What is the internet’s most fundamental purpose if not the sharing of an unsolicited opinion? So here’s one: Winter salads are more delicious, more thrilling, even, than summer salads.
Don’t get me wrong, a platter of salted tomatoes in early August is a pleasure I never deny myself. A summer salad is a celebration of both simplicity and bounty, a chance to revel in what the present can offer. But a winter salad is a paragon of hope. However bleak the day may be, a vibrant medley of flavors and textures will get you through it.
As Melissa Clark wrote this week in a column dedicated to winter salads, the season’s adversity can be a gift.

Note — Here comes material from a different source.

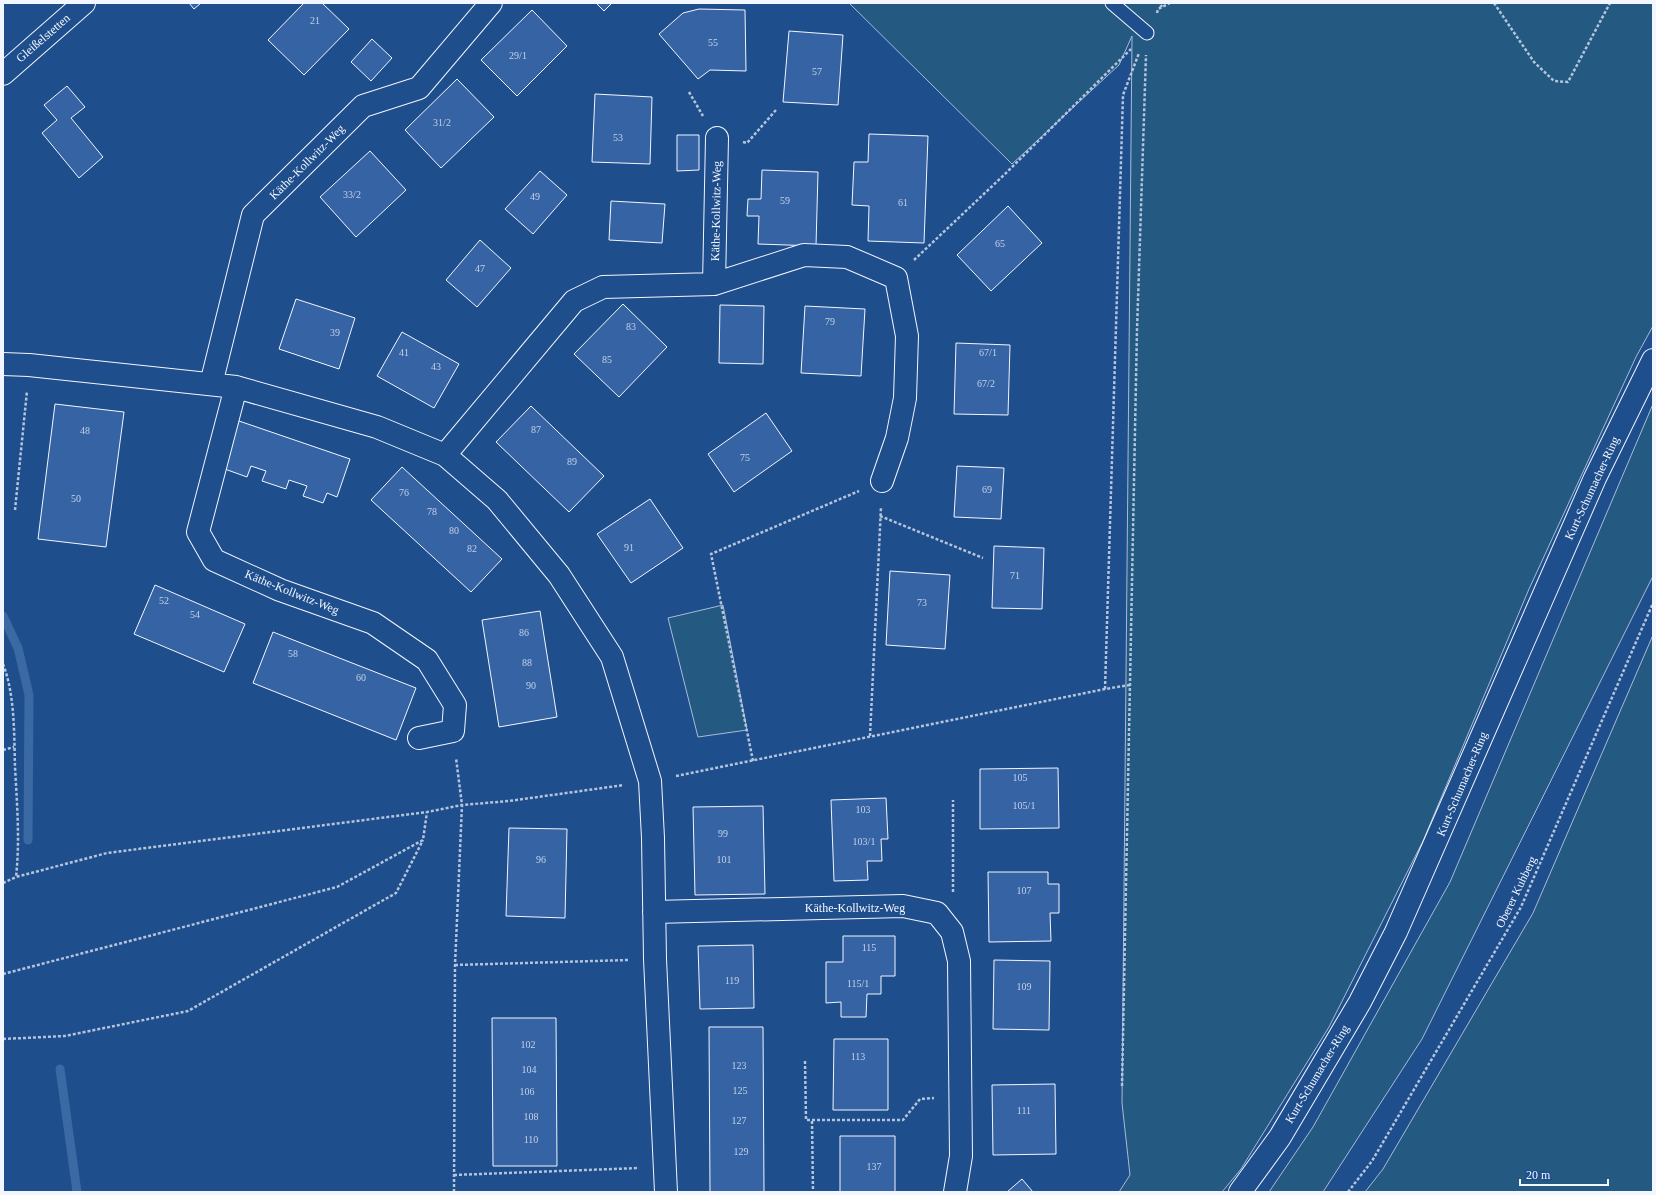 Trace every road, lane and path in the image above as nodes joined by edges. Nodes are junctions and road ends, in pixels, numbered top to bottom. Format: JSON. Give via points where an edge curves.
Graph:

Here’s a case study in building a really good one.
Start with a sturdy base. Cruciferous vegetables — cabbage, cauliflower, kale, broccoli rabe, brussels sprouts, collards — are especially great for this. So, too, are chicories like endive and radicchio, as well as members of the carrot family, which includes carrots (obvious), fennel (less obvious) and celery (it makes sense when you think about it). Take a note from Kay Chun’s crunchy cauliflower salad, and combine any number of them. Or make like Melissa and prepare one vegetable two ways for a roasted and shredded brussels sprouts Caesar salad.
Reach for the unexpected. Offset the bite of your base with something earthy and soft, like mushrooms, or something bright and juicy, like citrus fruit or grapes. Don’t wait until summer to incorporate fruit — oranges are at their peak this time of year and add welcome sweetness to salads like Ali Slagle’s roasted broccoli rabe, white beans and burrata. A scattering of herbs or scallions also does the trick!
Incorporate warmth. A roasted vegetable, warm grains or some gently heated beans can turn a side salad into a proper meal. A warm element can come in any layer of your salad: Roast your sturdy base, as Hana Asbrink does for her roasted fennel and grape salad, or your supporting component, as Ali does in her kale and squash salad with almond-butter vinaigrette (more on that dressing in a sec).
Add something crunchy. Nuts and seeds frizzled in a little oil? I call those nature’s croutons. Cybelle Tondu uses them not only for crunch in her scrunched cabbage salad, but also for richness. And you could always, of course, top a salad with actual croutons.
Dress for success. The best dressings nail the ratio of fat (olive oil, sesame oil, nut oil) to acid (citrus juices, vinegars), and they usually incorporate an emulsifier (miso, mustard, nut butters, yogurt). Dressing does not need to be complicated to be delicious; in this creamy and vegan almond-butter vinaigrette, the nut butter is both the fat and the emulsifier, so you need only three ingredients (not including black pepper and water). When I made it for friends recently, everyone was blown away when they learned what was in it.
Ellen wants to make a buckwheat galette; Vicky wants to have one small dinner party every month, and did so a few Sundays ago; Ruth wants to waste less food and get creative with leftovers; and Harriet wants to build a repertoire of vegan desserts.
And I loved this, from Barbara: “My cooking resolution is simple: Make easy, tasty, homemade vegetarian meals for my household of one, me. Who could be more important for me to nurture and nourish? It’s like putting on one’s own oxygen mask before helping others.”